• [PROMPT]:
Beginning with the line that holds "middle dip: (357, 269)" in the data below, give again every line through the one that holds "ring tip: (387, 284)", exactly as written.

Stored dataset items:
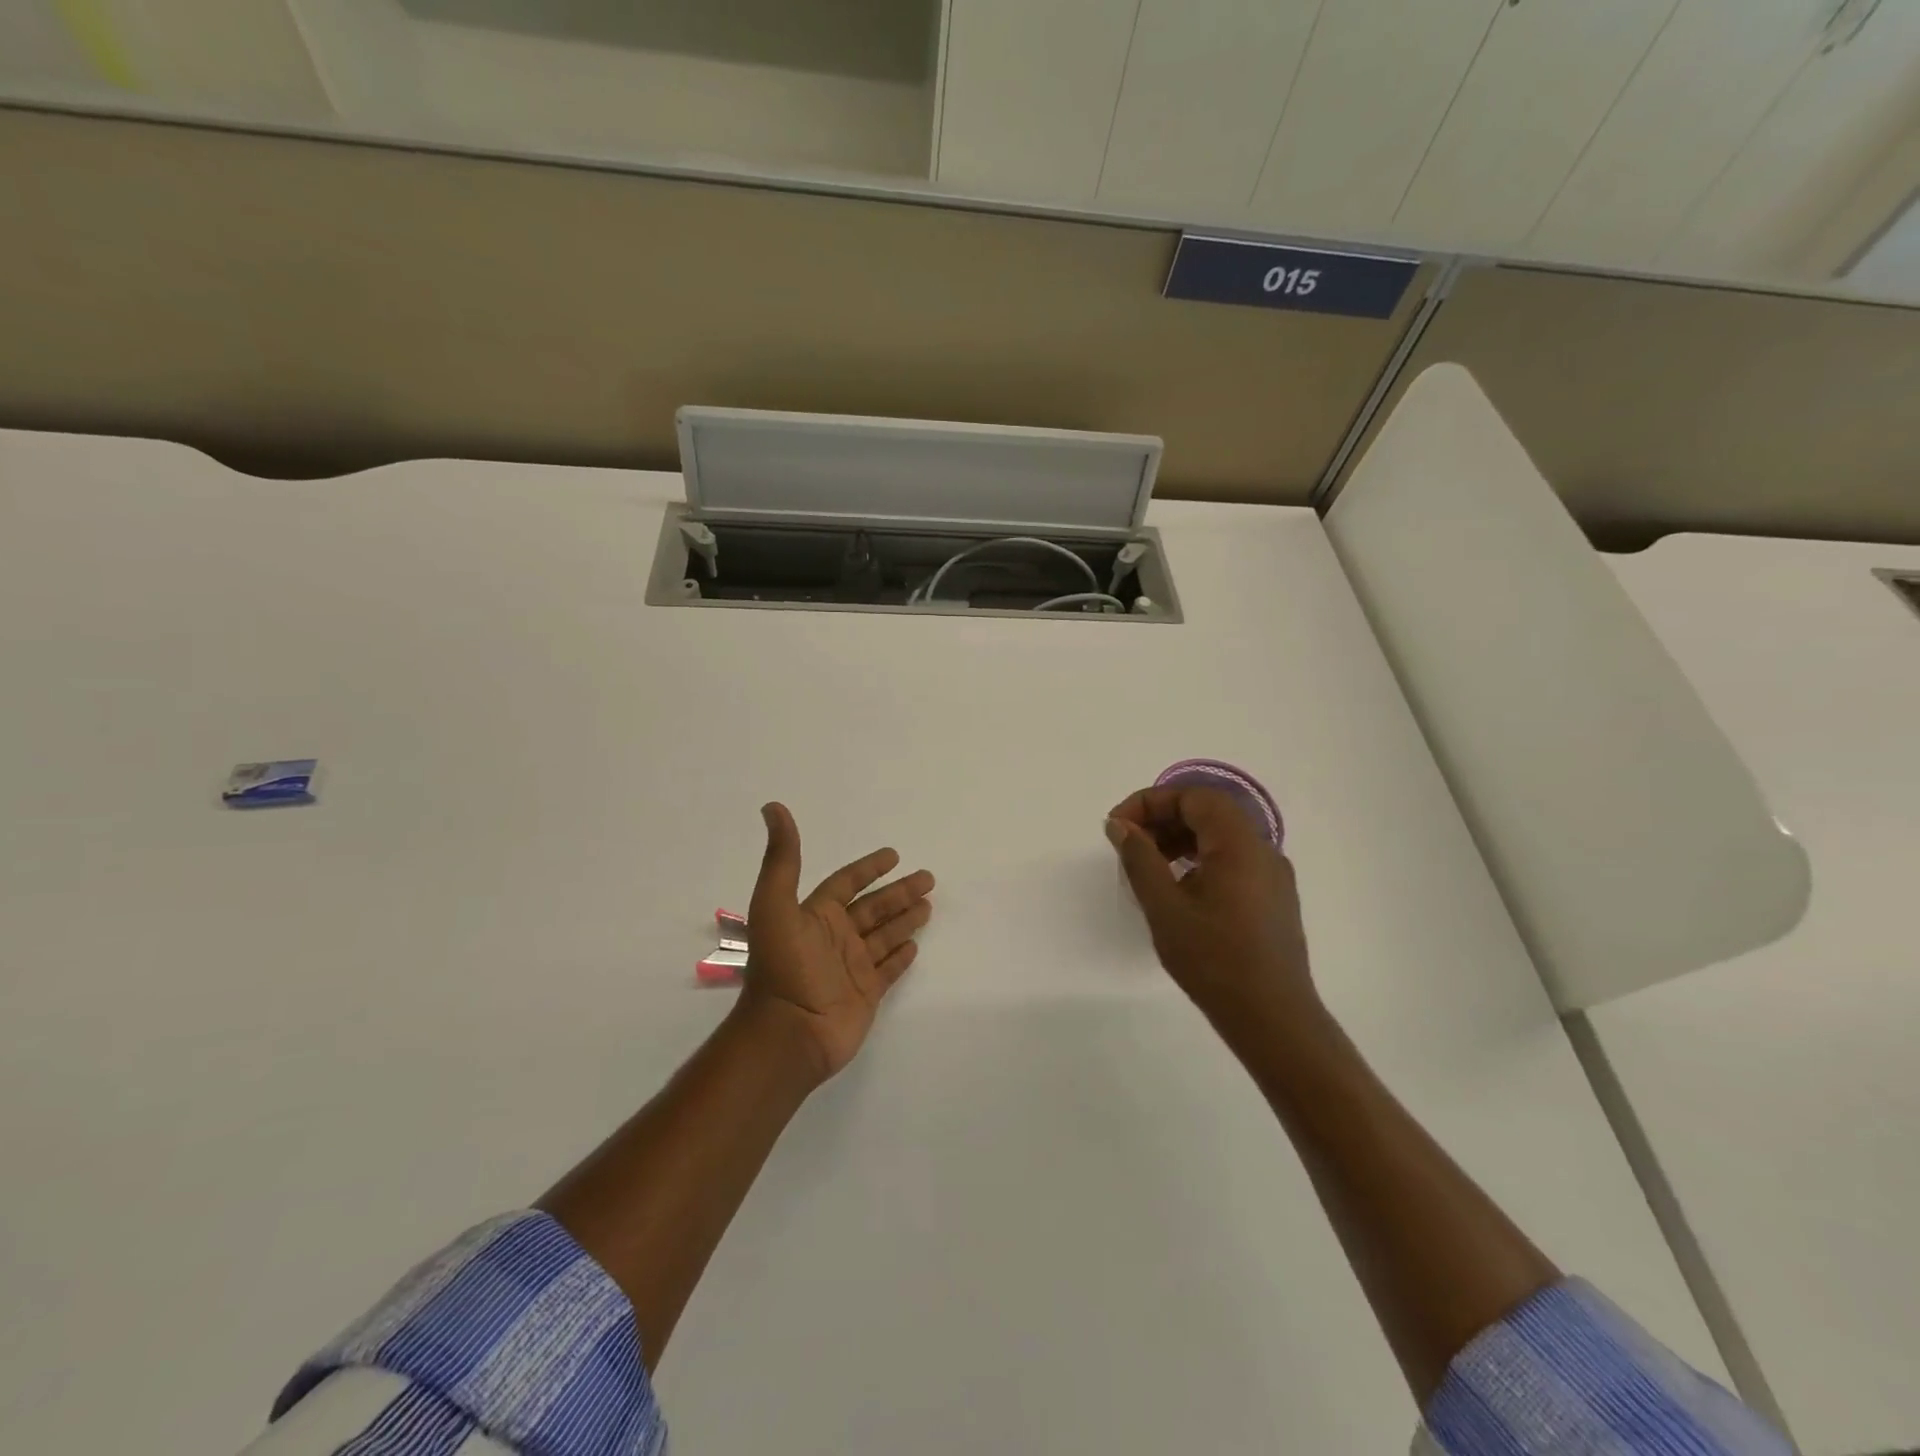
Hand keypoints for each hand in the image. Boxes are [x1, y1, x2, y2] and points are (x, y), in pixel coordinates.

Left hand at [740, 802, 934, 1083]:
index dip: (868, 868)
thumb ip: (782, 858)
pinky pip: (888, 970)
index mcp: (815, 915)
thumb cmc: (783, 967)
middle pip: (874, 907)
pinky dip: (900, 957)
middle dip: (900, 892)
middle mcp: (835, 938)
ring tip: (929, 904)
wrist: (788, 1033)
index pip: (847, 883)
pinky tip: (915, 945)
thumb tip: (772, 807)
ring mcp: (851, 968)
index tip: (893, 855)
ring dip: (905, 919)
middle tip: (929, 878)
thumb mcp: (776, 904)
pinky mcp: (865, 995)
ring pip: (885, 935)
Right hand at [1106, 786, 1317, 1033]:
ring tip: (1148, 866)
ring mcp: (1272, 874)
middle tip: (1127, 844)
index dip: (1150, 802)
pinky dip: (1199, 859)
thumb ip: (1139, 858)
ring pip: (1220, 836)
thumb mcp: (1165, 907)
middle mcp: (1262, 849)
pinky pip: (1232, 859)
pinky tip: (1178, 888)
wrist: (1273, 1018)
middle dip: (1163, 819)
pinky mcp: (1273, 897)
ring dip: (1179, 839)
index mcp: (1239, 843)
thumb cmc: (1214, 960)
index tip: (1117, 826)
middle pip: (1208, 811)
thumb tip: (1119, 825)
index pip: (1193, 796)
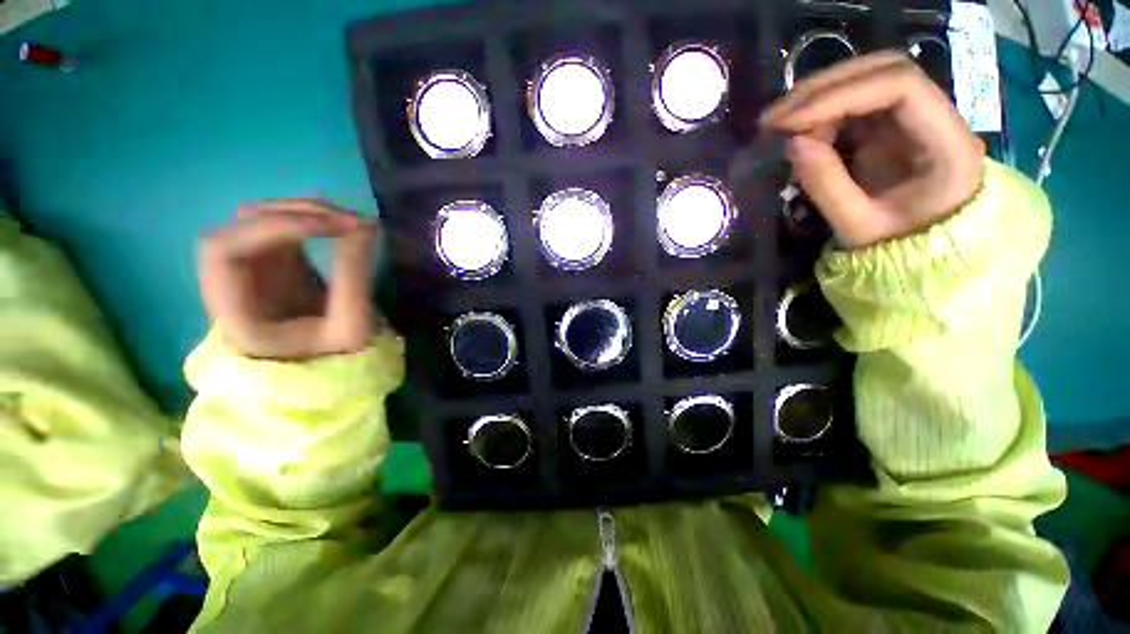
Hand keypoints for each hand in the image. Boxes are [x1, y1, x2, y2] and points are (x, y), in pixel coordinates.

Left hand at [199, 200, 379, 359]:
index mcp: (231, 310)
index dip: (273, 228)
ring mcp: (249, 265)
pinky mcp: (271, 259)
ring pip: (263, 217)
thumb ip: (354, 278)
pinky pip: (282, 225)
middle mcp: (228, 280)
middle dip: (298, 215)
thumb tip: (366, 227)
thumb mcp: (351, 327)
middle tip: (352, 222)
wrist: (330, 365)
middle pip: (244, 224)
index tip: (332, 228)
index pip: (224, 249)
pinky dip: (311, 218)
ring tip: (352, 221)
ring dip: (306, 212)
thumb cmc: (336, 358)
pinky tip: (340, 224)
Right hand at [760, 52, 984, 247]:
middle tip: (775, 118)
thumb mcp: (858, 228)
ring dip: (819, 98)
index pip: (900, 86)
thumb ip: (826, 185)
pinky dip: (821, 114)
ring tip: (779, 127)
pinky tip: (799, 134)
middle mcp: (936, 117)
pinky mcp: (892, 129)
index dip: (841, 96)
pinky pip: (855, 105)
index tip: (790, 123)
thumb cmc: (898, 249)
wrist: (921, 259)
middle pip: (884, 71)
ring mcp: (913, 119)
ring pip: (868, 80)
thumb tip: (791, 143)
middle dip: (824, 89)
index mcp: (947, 143)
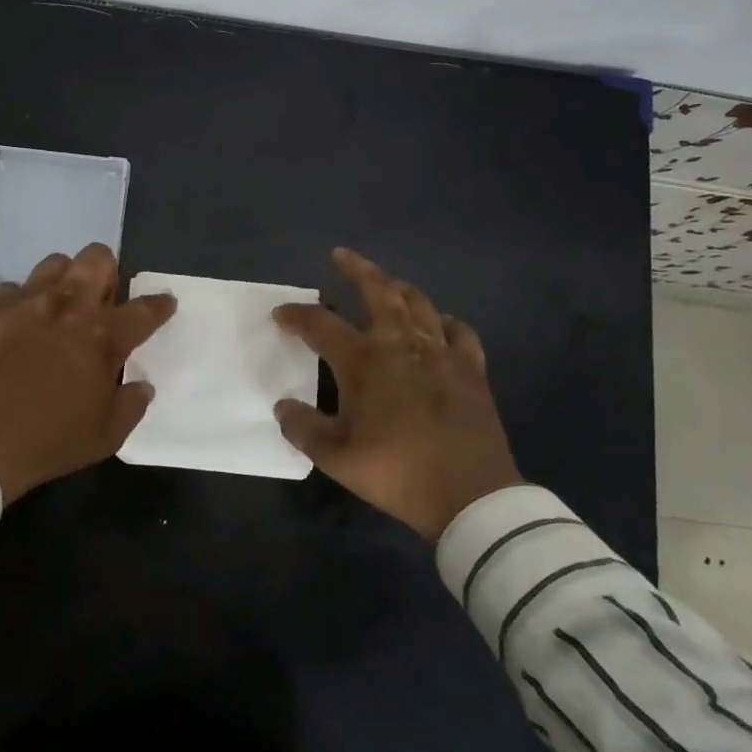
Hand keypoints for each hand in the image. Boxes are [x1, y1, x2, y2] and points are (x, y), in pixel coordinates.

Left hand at [0, 243, 176, 502]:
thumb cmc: (49, 441)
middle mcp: (69, 306)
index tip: (164, 302)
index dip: (160, 304)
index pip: (145, 309)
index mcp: (104, 337)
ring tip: (59, 306)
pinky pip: (12, 288)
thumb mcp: (106, 436)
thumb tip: (141, 385)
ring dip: (64, 280)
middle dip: (107, 272)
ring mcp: (26, 301)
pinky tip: (17, 325)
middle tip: (101, 300)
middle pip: (98, 258)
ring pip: (55, 262)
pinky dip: (21, 302)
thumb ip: (131, 404)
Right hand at [273, 248, 521, 540]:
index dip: (296, 316)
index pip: (321, 325)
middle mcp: (401, 344)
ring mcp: (441, 353)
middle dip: (357, 269)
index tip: (280, 315)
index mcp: (364, 361)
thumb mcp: (336, 458)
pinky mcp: (470, 369)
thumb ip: (303, 428)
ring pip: (419, 303)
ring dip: (398, 288)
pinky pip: (459, 331)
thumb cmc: (397, 472)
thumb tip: (283, 406)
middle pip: (378, 291)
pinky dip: (444, 321)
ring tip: (387, 284)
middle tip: (342, 256)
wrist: (470, 496)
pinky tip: (439, 324)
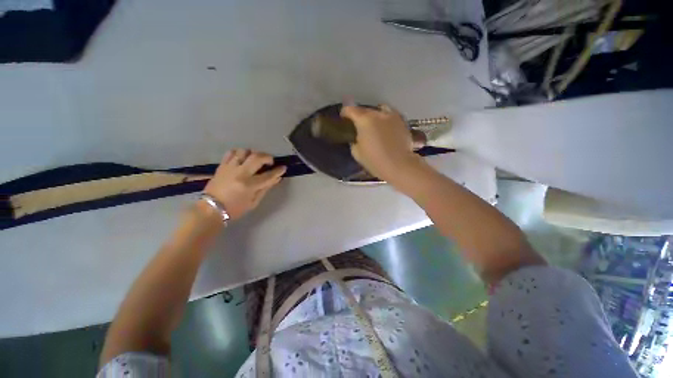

• [SOLUTION TO THE EXERCISE]:
middle dip: (357, 269)
index tip: (280, 315)
index mcp: (364, 361)
thumb mcp: (336, 458)
pinky mcp: (470, 369)
thumb ip: (303, 428)
ring pip: (419, 303)
ring dip: (398, 288)
pinky pip: (459, 331)
thumb cmc: (397, 472)
thumb tip: (283, 406)
middle pip: (378, 291)
pinky dip: (444, 321)
ring tip: (387, 284)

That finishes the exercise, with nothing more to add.